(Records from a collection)
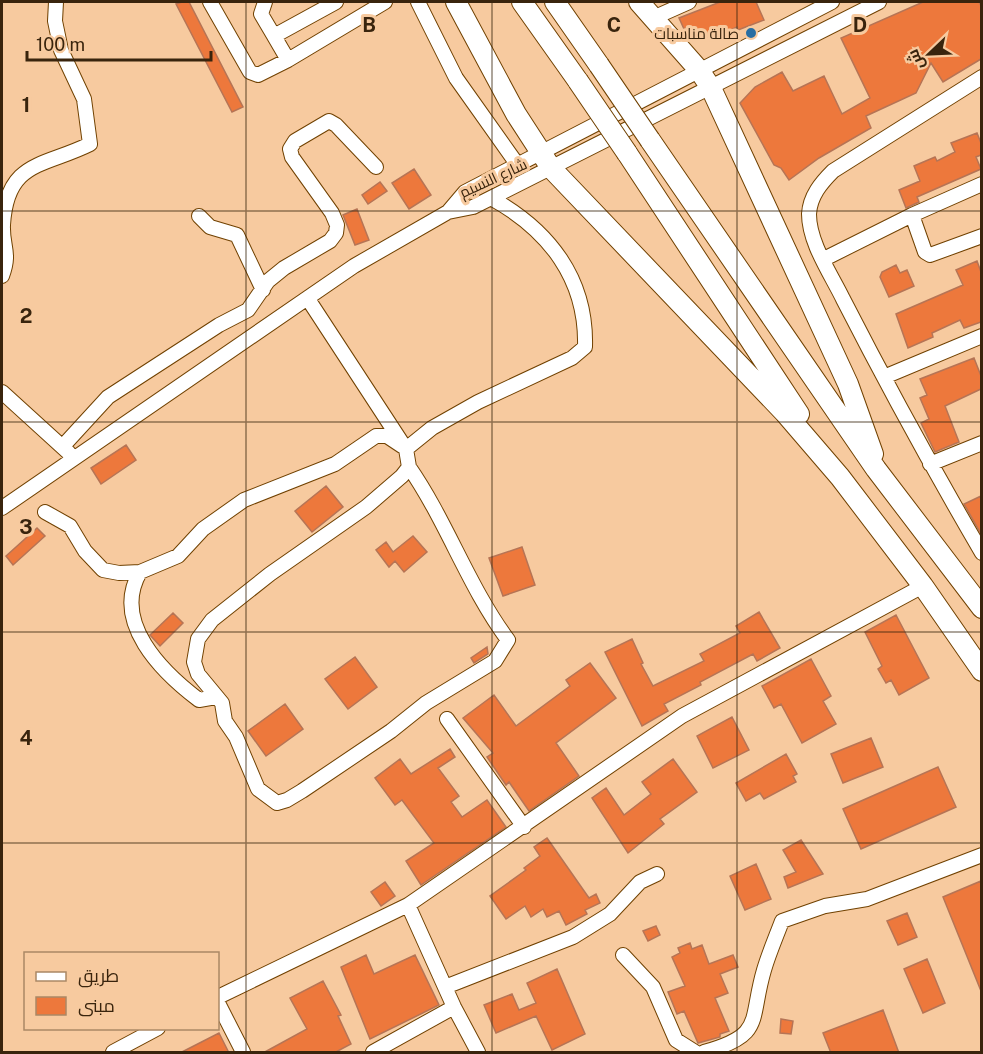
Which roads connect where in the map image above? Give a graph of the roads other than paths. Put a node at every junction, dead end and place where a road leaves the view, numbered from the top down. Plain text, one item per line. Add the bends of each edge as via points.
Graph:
1 (56, 2) edge
2 (210, 2) edge
3 (265, 2) edge
4 (336, 2) edge
5 (385, 2) edge
6 (418, 2) edge
7 (456, 2) edge
8 (522, 2) edge
9 (555, 2) edge
10 (639, 2) edge
11 (689, 2) edge
12 (832, 2) edge
13 (879, 2) edge
14 (653, 18) junction
15 (274, 36) junction
16 (288, 60) junction
17 (699, 70) junction
18 (981, 77) edge
19 (711, 88) junction
20 (540, 152) junction
21 (517, 164) junction
22 (376, 167) dead end
23 (551, 168) junction
24 (981, 187) edge
25 (491, 198) junction
26 (448, 212) junction
27 (912, 215) junction
28 (199, 216) dead end
29 (981, 236) edge
30 (824, 259) junction
31 (2, 276) edge
32 (263, 290) junction
33 (308, 299) junction
34 (981, 336) edge
35 (884, 376) junction
36 (2, 392) edge
37 (981, 443) edge
38 (63, 446) junction
39 (406, 449) junction
40 (75, 459) junction
41 (930, 464) junction
42 (409, 467) junction
43 (876, 469) junction
44 (840, 477) junction
45 (2, 508) edge
46 (45, 512) dead end
47 (981, 553) edge
48 (140, 572) junction
49 (923, 586) junction
50 (981, 608) edge
51 (981, 671) edge
52 (216, 697) junction
53 (447, 719) dead end
54 (524, 827) junction
55 (981, 855) edge
56 (657, 874) dead end
57 (408, 905) junction
58 (623, 955) dead end
59 (445, 987) junction
60 (219, 997) edge
61 (219, 1005) edge
62 (454, 1007) junction
63 (156, 1030) edge
64 (113, 1053) edge
65 (243, 1053) edge
66 (373, 1053) edge
67 (478, 1053) edge
68 (695, 1053) edge
69 (704, 1053) edge

1 - 31 street via 61,50 84,99 90,144 47,159 19,175 7,201 3,228 8,254
2 - 16 street via 250,72 258,75
3 - 15 street via 261,14
4 - 15 street
5 - 16 street
6 - 21 street via 456,78
7 - 20 highway
8 - 44 highway, bridge via 627,153
9 - 43 highway, bridge
10 - 14 highway
11 - 14 street
12 - 17 street, شارع النسيم
13 - 19 street, شارع النسيم
14 - 17 highway
15 - 16 street
17 - 19 highway
17 - 20 street, شارع النسيم
18 - 30 street via 833,171 819,186 809,214
19 - 23 street, شارع النسيم
19 - 43 highway via 848,384 870,441
20 - 21 street, شارع النسيم
20 - 23 highway
21 - 26 street, شارع النسيم via 465,192
22 - 32 street via 329,122 295,141 290,149 292,157 332,213 336,233 330,241 284,268
23 - 25 street, شارع النسيم
23 - 44 highway via 785,413
24 - 27 street
25 - 26 street, شارع النسيم via 460,212
25 - 39 street via 531,228 571,272 583,307 585,347 572,358 455,415
26 - 33 street via 354,266
27 - 29 street via 925,252 930,255
27 - 30 street
28 - 32 street via 210,226 237,235
30 - 35 street
32 - 38 street via 248,310 219,324 108,397
33 - 39 street
33 - 40 street
34 - 35 street
35 - 41 street
36 - 38 street
37 - 41 street
38 - 40 street
39 - 42 street
39 - 48 street via 387,436 376,436 334,464 244,500 203,529 178,556
40 - 45 street
41 - 47 street
42 - 52 street via 366,507 212,620 198,639 194,662
42 - 52 street via 446,528 473,588 508,640 495,661 426,703 302,791 276,802 258,789
43 - 50 highway
44 - 49 highway
46 - 48 street via 70,526 103,570
48 - 52 street via 135,580 133,623 140,638 199,700
49 - 51 highway
49 - 54 street via 682,716
53 - 54 street
54 - 57 street
55 - 69 street via 867,899 825,906 782,921 764,970 753,1025 732,1045
56 - 59 street via 640,882 610,914 573,937
57 - 59 street
57 - 60 street
58 - 68 street via 653,987 676,1040
59 - 62 street
61 - 65 street
62 - 66 street
62 - 67 street
63 - 64 street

*About this exercise*:
Using the records above, copy each line that contains "highway".

*Task answer*:
7 - 20 highway
8 - 44 highway, bridge via 627,153
9 - 43 highway, bridge
10 - 14 highway
14 - 17 highway
17 - 19 highway
19 - 43 highway via 848,384 870,441
20 - 23 highway
23 - 44 highway via 785,413
43 - 50 highway
44 - 49 highway
49 - 51 highway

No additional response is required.